#### [Assignment]
How many lines of the listing below hold the word "CROYDON"? Answer with the number alone.
====== Material shown
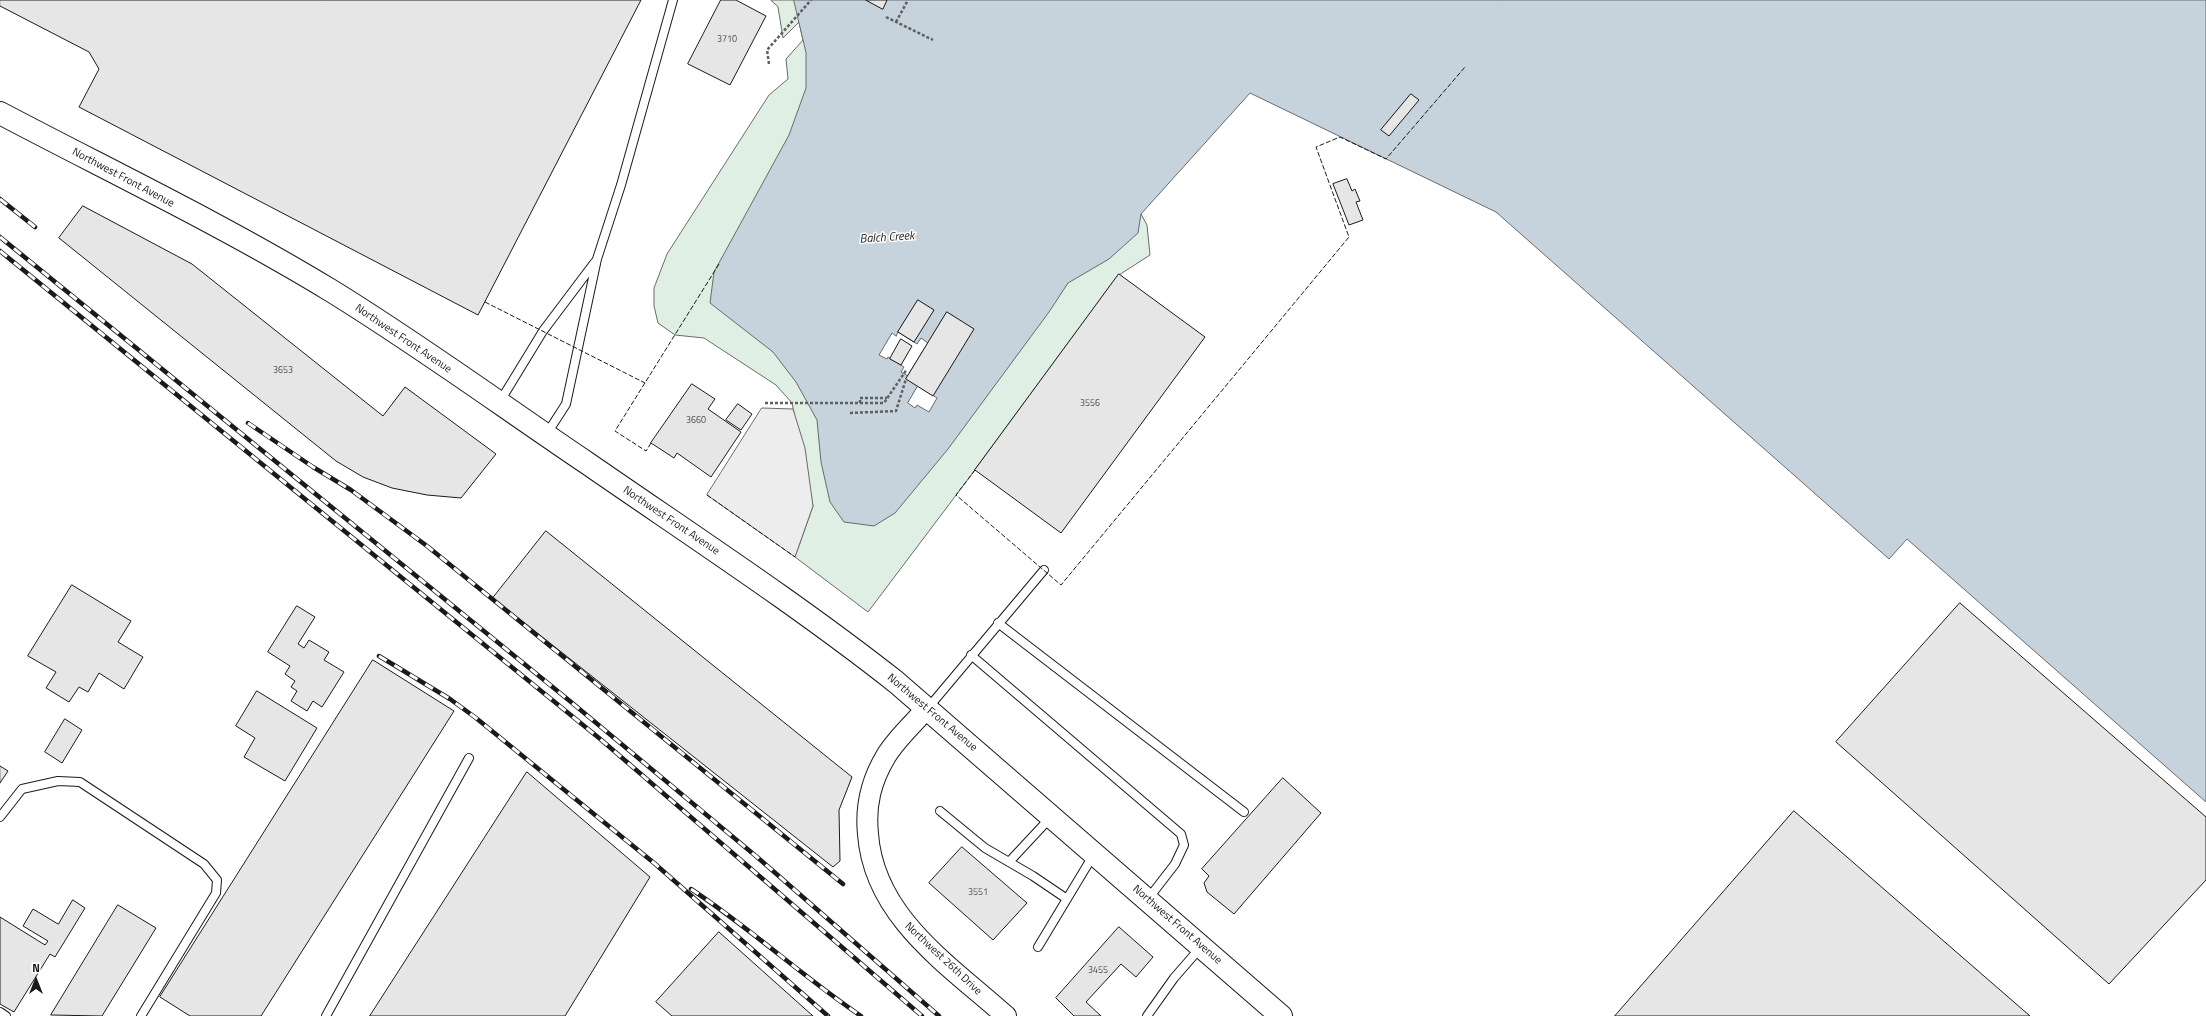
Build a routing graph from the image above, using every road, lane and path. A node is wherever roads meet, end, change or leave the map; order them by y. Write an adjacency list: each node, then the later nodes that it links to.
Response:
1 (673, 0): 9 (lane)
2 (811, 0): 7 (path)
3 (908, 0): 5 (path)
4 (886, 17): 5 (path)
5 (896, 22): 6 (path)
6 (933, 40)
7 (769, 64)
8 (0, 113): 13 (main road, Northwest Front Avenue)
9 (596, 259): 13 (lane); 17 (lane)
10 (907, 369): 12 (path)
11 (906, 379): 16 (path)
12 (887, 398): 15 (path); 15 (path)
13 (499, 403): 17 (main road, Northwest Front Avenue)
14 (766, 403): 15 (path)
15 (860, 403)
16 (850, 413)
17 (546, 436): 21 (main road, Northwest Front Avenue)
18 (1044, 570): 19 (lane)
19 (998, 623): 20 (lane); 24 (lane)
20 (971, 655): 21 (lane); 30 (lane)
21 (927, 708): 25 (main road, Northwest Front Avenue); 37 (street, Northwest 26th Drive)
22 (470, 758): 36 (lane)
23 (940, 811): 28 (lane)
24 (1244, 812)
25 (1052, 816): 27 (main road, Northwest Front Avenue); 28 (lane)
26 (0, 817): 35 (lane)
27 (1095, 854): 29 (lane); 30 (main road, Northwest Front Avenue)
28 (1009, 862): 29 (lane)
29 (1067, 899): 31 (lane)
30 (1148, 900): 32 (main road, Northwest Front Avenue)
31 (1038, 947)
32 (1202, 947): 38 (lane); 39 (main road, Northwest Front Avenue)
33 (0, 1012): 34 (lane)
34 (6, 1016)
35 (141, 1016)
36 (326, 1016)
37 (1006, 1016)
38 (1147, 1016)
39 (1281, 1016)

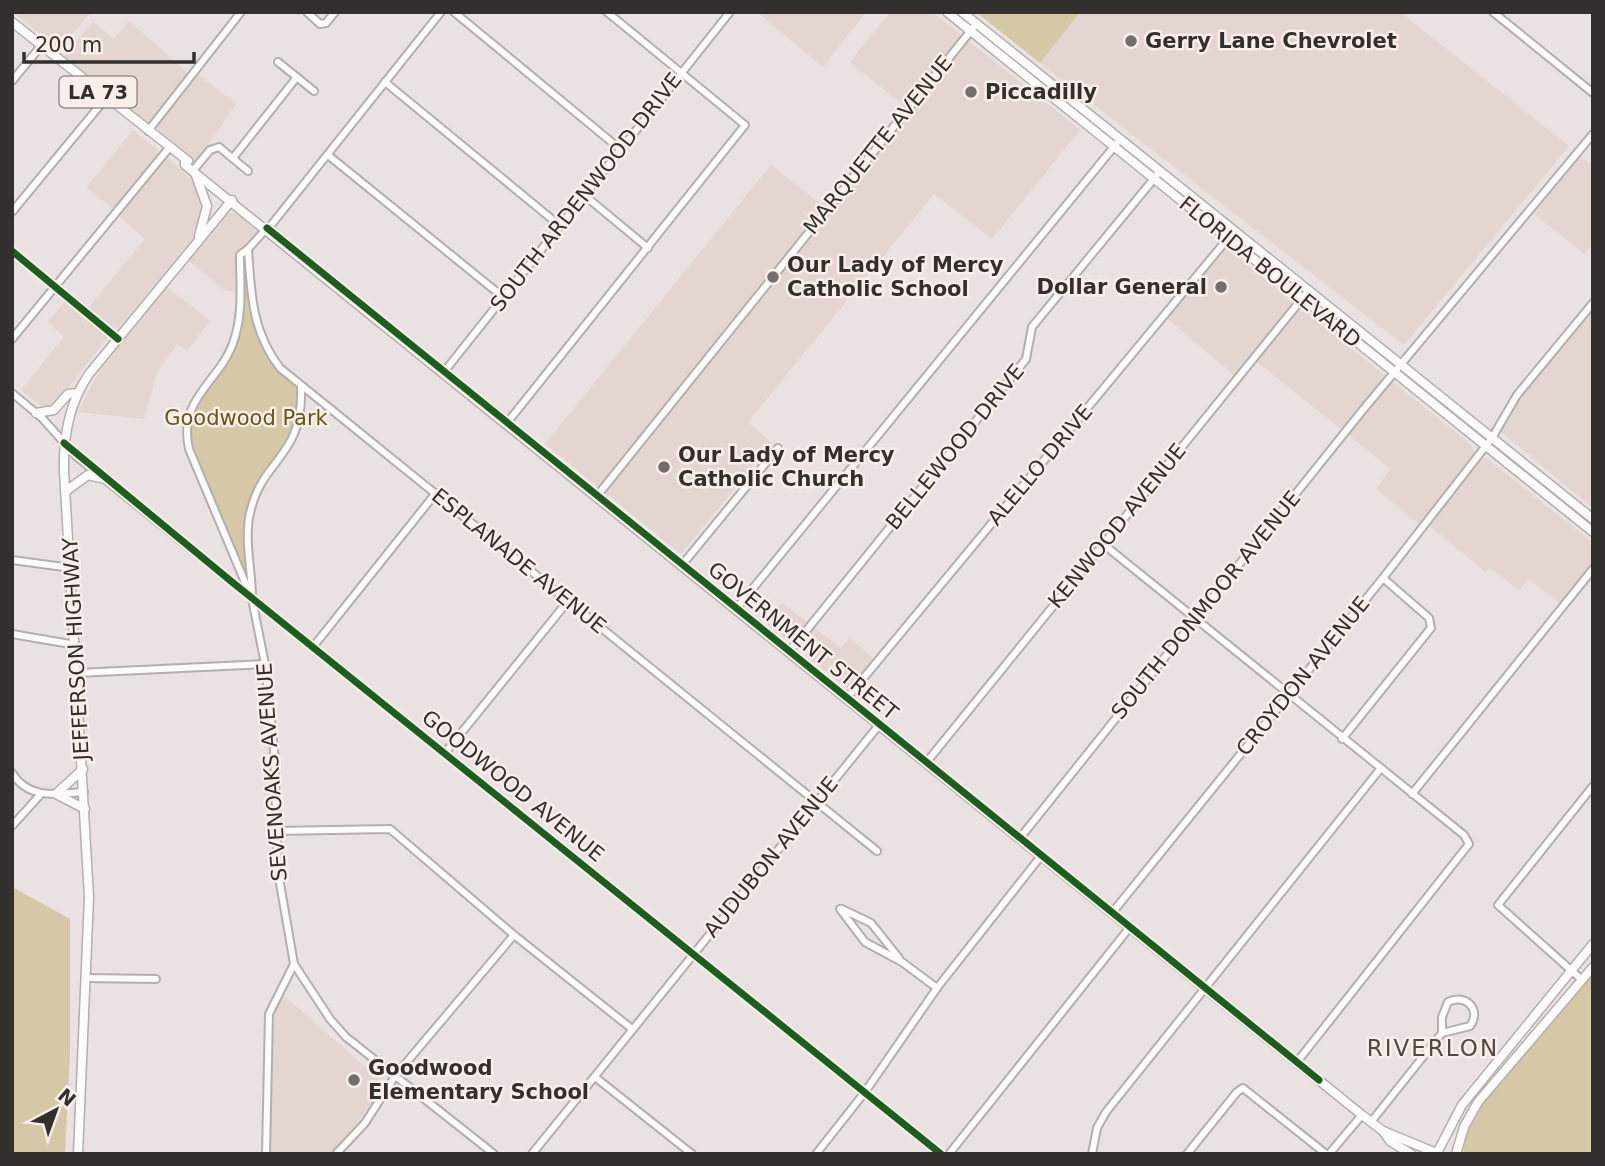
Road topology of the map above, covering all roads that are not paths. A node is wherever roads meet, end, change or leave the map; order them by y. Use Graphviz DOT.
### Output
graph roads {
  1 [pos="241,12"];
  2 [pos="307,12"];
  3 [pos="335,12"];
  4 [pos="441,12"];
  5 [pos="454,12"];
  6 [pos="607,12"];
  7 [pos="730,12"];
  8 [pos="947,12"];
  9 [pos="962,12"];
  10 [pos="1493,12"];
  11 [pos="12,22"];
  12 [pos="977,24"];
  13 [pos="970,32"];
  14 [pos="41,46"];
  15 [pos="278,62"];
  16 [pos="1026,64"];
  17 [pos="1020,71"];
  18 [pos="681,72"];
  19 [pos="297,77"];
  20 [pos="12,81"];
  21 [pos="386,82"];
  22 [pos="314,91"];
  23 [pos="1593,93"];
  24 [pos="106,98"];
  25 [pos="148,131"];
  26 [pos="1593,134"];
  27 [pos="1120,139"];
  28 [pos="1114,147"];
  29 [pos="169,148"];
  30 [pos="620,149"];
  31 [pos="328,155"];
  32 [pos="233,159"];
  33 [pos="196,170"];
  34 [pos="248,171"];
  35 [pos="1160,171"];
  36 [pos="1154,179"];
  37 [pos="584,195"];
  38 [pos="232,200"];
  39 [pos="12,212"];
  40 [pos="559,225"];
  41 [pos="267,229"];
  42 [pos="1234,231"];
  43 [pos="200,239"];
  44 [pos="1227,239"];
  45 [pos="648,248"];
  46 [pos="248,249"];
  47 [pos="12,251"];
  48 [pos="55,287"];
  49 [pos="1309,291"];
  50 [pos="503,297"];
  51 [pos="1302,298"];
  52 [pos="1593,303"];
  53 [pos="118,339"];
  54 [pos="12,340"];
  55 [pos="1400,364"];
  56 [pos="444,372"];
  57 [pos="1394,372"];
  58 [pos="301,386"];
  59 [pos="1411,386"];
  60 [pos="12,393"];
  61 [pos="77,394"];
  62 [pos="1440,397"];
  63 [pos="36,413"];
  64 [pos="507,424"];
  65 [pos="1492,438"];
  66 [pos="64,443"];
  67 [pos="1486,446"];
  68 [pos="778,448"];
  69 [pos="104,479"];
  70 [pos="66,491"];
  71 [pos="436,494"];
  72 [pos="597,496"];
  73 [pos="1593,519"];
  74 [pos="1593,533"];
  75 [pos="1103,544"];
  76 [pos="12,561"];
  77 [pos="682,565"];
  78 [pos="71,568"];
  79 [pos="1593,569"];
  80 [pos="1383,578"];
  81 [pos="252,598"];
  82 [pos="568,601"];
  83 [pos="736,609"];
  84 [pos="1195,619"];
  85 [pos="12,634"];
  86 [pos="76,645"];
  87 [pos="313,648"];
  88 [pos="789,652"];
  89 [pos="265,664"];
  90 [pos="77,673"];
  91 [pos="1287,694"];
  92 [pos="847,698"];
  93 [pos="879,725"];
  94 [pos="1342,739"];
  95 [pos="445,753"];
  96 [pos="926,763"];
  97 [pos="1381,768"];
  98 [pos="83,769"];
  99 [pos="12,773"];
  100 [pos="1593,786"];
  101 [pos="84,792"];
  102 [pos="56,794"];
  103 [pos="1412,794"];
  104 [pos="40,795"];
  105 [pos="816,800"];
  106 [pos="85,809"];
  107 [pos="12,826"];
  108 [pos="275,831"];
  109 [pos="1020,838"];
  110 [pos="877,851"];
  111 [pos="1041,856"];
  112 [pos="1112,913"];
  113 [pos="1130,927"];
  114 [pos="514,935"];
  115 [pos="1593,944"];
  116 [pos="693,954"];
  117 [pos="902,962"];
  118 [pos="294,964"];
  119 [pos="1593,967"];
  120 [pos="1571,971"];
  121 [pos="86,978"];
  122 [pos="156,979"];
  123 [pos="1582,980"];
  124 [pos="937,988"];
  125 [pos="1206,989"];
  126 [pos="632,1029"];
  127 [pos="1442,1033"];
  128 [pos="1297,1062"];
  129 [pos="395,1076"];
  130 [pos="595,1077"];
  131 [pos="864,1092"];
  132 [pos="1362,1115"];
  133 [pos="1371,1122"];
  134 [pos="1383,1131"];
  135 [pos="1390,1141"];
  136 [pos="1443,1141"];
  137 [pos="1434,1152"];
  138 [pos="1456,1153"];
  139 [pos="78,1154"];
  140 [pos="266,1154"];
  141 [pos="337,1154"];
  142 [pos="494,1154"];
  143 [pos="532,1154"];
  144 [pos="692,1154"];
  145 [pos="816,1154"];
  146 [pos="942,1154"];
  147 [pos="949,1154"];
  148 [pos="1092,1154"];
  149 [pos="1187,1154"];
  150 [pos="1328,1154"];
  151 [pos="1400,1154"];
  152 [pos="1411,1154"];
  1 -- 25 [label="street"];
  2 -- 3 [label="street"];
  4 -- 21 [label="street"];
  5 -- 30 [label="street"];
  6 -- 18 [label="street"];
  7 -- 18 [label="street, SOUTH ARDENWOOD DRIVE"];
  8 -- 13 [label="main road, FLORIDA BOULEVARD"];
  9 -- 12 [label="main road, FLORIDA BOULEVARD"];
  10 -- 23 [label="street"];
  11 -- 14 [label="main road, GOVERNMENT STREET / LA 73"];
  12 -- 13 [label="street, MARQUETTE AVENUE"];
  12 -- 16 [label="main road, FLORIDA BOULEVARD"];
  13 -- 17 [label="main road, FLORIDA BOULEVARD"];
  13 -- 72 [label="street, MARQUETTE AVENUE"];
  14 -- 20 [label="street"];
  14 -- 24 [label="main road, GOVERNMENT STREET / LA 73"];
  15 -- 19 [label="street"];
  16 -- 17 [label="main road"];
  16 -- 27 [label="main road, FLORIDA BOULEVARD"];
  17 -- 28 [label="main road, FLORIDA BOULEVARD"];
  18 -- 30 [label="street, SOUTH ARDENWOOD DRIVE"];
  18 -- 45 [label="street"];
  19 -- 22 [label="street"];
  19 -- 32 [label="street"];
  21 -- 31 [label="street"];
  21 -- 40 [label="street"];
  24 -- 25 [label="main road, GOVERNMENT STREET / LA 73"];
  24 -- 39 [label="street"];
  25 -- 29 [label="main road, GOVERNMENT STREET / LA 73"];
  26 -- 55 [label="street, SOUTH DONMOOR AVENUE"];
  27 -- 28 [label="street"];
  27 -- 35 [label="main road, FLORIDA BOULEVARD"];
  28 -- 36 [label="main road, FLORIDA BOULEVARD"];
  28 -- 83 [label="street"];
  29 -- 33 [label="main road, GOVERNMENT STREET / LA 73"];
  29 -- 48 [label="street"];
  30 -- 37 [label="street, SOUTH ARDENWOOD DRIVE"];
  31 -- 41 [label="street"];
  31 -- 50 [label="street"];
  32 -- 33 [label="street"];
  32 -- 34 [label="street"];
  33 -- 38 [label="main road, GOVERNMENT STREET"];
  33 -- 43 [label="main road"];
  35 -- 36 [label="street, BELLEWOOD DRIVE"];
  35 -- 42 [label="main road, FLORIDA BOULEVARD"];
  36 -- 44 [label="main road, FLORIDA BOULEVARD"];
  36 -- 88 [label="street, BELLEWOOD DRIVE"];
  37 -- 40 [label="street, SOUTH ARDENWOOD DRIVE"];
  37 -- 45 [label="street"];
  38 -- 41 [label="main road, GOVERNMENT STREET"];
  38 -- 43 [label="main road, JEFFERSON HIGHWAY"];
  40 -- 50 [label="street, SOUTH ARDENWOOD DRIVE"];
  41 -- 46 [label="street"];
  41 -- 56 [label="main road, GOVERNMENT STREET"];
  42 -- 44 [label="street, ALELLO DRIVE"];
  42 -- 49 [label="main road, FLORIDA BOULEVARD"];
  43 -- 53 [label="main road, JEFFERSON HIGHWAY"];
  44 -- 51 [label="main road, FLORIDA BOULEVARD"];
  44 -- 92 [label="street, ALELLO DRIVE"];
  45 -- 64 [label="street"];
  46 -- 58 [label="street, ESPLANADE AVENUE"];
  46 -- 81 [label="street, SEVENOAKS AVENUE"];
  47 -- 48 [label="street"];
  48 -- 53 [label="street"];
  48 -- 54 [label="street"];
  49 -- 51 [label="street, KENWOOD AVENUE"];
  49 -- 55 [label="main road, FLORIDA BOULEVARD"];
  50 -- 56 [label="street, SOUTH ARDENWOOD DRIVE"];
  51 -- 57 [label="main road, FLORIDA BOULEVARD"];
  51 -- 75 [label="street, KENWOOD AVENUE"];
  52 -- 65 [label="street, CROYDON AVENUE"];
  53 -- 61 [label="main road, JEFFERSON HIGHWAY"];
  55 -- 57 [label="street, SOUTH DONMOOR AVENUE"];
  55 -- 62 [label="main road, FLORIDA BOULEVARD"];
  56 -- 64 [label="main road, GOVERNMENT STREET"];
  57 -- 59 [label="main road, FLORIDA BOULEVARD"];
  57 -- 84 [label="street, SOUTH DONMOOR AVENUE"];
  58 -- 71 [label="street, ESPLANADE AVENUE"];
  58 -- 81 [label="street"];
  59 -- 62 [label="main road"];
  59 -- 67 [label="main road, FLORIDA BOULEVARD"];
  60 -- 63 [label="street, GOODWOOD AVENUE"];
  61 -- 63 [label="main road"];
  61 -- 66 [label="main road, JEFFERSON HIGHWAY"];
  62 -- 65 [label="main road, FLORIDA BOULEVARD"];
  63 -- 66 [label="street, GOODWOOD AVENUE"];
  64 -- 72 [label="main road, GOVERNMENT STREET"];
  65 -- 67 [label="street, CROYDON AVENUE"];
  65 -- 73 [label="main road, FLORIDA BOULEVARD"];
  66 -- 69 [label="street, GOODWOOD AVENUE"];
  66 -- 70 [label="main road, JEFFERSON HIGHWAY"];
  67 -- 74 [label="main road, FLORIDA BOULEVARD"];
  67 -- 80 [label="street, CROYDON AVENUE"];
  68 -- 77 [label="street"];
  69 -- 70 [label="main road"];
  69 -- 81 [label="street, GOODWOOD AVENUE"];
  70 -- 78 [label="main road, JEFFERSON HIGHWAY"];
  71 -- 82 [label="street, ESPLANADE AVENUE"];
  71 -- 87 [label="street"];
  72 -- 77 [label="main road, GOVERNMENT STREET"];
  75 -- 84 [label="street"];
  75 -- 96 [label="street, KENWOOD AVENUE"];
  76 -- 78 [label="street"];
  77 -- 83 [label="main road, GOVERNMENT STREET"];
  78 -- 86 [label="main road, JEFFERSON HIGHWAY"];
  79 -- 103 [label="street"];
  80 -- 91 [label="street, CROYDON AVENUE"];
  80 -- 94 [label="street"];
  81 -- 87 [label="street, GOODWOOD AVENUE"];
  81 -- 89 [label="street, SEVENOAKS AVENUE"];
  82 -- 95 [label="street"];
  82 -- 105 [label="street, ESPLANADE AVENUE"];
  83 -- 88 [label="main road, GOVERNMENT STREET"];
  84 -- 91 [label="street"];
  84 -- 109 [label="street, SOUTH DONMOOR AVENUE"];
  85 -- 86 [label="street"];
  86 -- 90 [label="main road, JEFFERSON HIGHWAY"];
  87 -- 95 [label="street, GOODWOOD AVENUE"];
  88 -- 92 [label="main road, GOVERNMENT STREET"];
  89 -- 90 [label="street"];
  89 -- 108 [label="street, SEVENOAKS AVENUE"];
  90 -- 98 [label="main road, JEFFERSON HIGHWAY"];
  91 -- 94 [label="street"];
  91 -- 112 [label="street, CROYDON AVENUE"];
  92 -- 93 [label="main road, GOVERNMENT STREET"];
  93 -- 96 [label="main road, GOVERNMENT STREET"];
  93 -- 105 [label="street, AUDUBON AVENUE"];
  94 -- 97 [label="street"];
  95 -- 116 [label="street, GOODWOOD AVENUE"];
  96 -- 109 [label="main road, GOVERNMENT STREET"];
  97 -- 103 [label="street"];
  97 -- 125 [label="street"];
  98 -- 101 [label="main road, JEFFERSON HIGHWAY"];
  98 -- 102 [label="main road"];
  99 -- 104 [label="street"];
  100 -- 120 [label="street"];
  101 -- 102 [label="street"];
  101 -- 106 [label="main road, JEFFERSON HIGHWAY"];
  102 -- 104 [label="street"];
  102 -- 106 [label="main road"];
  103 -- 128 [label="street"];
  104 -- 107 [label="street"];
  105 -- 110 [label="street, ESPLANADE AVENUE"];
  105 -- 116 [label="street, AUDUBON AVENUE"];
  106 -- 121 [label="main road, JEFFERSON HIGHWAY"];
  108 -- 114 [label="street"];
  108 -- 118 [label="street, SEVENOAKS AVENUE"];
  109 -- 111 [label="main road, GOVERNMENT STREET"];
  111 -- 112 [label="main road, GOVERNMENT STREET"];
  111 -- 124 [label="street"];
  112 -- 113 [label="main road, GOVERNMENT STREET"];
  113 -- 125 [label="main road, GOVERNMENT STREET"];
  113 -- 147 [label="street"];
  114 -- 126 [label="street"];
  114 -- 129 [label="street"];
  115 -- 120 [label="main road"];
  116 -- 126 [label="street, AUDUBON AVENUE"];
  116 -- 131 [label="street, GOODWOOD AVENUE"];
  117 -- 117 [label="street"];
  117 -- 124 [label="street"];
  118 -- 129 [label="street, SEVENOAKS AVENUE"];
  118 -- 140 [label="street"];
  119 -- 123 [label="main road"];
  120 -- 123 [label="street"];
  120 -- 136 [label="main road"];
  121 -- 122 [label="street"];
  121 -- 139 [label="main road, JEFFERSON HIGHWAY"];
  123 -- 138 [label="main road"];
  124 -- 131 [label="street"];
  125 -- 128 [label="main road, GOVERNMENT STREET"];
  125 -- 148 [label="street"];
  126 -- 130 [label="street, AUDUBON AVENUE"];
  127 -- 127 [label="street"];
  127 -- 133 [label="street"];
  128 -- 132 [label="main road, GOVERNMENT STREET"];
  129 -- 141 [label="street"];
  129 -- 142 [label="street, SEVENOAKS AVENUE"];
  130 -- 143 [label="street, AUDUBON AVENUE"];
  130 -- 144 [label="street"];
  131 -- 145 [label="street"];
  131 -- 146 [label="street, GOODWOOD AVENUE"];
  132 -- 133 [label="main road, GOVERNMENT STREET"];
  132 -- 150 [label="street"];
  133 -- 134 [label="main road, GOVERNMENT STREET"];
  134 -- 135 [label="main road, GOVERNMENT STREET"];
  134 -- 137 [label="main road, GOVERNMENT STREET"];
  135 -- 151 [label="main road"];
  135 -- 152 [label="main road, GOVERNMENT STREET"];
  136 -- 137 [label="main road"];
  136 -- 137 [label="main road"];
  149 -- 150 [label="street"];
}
============
#### [Result]
5